## WORK INSTRUCTION
For this exercise, repeat each entry exactly as written.
[RECORDS FOR THIS TASK]
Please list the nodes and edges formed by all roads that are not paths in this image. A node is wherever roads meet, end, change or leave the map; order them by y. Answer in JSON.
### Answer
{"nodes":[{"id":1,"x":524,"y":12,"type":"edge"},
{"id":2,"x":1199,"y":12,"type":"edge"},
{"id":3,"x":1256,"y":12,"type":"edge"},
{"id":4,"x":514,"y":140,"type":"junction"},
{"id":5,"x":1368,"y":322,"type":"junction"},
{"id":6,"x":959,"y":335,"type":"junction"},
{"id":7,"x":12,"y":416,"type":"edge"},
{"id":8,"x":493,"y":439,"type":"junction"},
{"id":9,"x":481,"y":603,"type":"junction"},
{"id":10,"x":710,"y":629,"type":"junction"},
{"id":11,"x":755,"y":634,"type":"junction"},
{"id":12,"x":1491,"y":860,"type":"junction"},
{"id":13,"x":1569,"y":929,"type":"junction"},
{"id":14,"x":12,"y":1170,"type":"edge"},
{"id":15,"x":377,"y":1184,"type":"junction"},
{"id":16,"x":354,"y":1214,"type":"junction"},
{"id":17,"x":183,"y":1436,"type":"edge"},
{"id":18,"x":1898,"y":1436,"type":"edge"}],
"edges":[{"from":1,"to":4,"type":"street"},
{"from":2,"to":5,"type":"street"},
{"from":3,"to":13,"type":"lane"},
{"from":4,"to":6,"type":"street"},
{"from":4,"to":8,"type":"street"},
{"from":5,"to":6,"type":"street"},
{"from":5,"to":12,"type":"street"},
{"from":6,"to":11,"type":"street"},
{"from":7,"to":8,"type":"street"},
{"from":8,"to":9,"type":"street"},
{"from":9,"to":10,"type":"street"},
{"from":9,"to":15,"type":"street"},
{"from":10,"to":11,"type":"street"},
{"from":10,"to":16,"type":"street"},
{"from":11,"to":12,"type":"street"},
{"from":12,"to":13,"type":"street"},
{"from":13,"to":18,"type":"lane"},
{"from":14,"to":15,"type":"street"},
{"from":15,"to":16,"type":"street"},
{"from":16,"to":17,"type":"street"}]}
[/RECORDS FOR THIS TASK]
## PROBLEM SOLUTION
Please list the nodes and edges formed by all roads that are not paths in this image. A node is wherever roads meet, end, change or leave the map; order them by y. Answer in JSON.
### Answer
{"nodes":[{"id":1,"x":524,"y":12,"type":"edge"},
{"id":2,"x":1199,"y":12,"type":"edge"},
{"id":3,"x":1256,"y":12,"type":"edge"},
{"id":4,"x":514,"y":140,"type":"junction"},
{"id":5,"x":1368,"y":322,"type":"junction"},
{"id":6,"x":959,"y":335,"type":"junction"},
{"id":7,"x":12,"y":416,"type":"edge"},
{"id":8,"x":493,"y":439,"type":"junction"},
{"id":9,"x":481,"y":603,"type":"junction"},
{"id":10,"x":710,"y":629,"type":"junction"},
{"id":11,"x":755,"y":634,"type":"junction"},
{"id":12,"x":1491,"y":860,"type":"junction"},
{"id":13,"x":1569,"y":929,"type":"junction"},
{"id":14,"x":12,"y":1170,"type":"edge"},
{"id":15,"x":377,"y":1184,"type":"junction"},
{"id":16,"x":354,"y":1214,"type":"junction"},
{"id":17,"x":183,"y":1436,"type":"edge"},
{"id":18,"x":1898,"y":1436,"type":"edge"}],
"edges":[{"from":1,"to":4,"type":"street"},
{"from":2,"to":5,"type":"street"},
{"from":3,"to":13,"type":"lane"},
{"from":4,"to":6,"type":"street"},
{"from":4,"to":8,"type":"street"},
{"from":5,"to":6,"type":"street"},
{"from":5,"to":12,"type":"street"},
{"from":6,"to":11,"type":"street"},
{"from":7,"to":8,"type":"street"},
{"from":8,"to":9,"type":"street"},
{"from":9,"to":10,"type":"street"},
{"from":9,"to":15,"type":"street"},
{"from":10,"to":11,"type":"street"},
{"from":10,"to":16,"type":"street"},
{"from":11,"to":12,"type":"street"},
{"from":12,"to":13,"type":"street"},
{"from":13,"to":18,"type":"lane"},
{"from":14,"to":15,"type":"street"},
{"from":15,"to":16,"type":"street"},
{"from":16,"to":17,"type":"street"}]}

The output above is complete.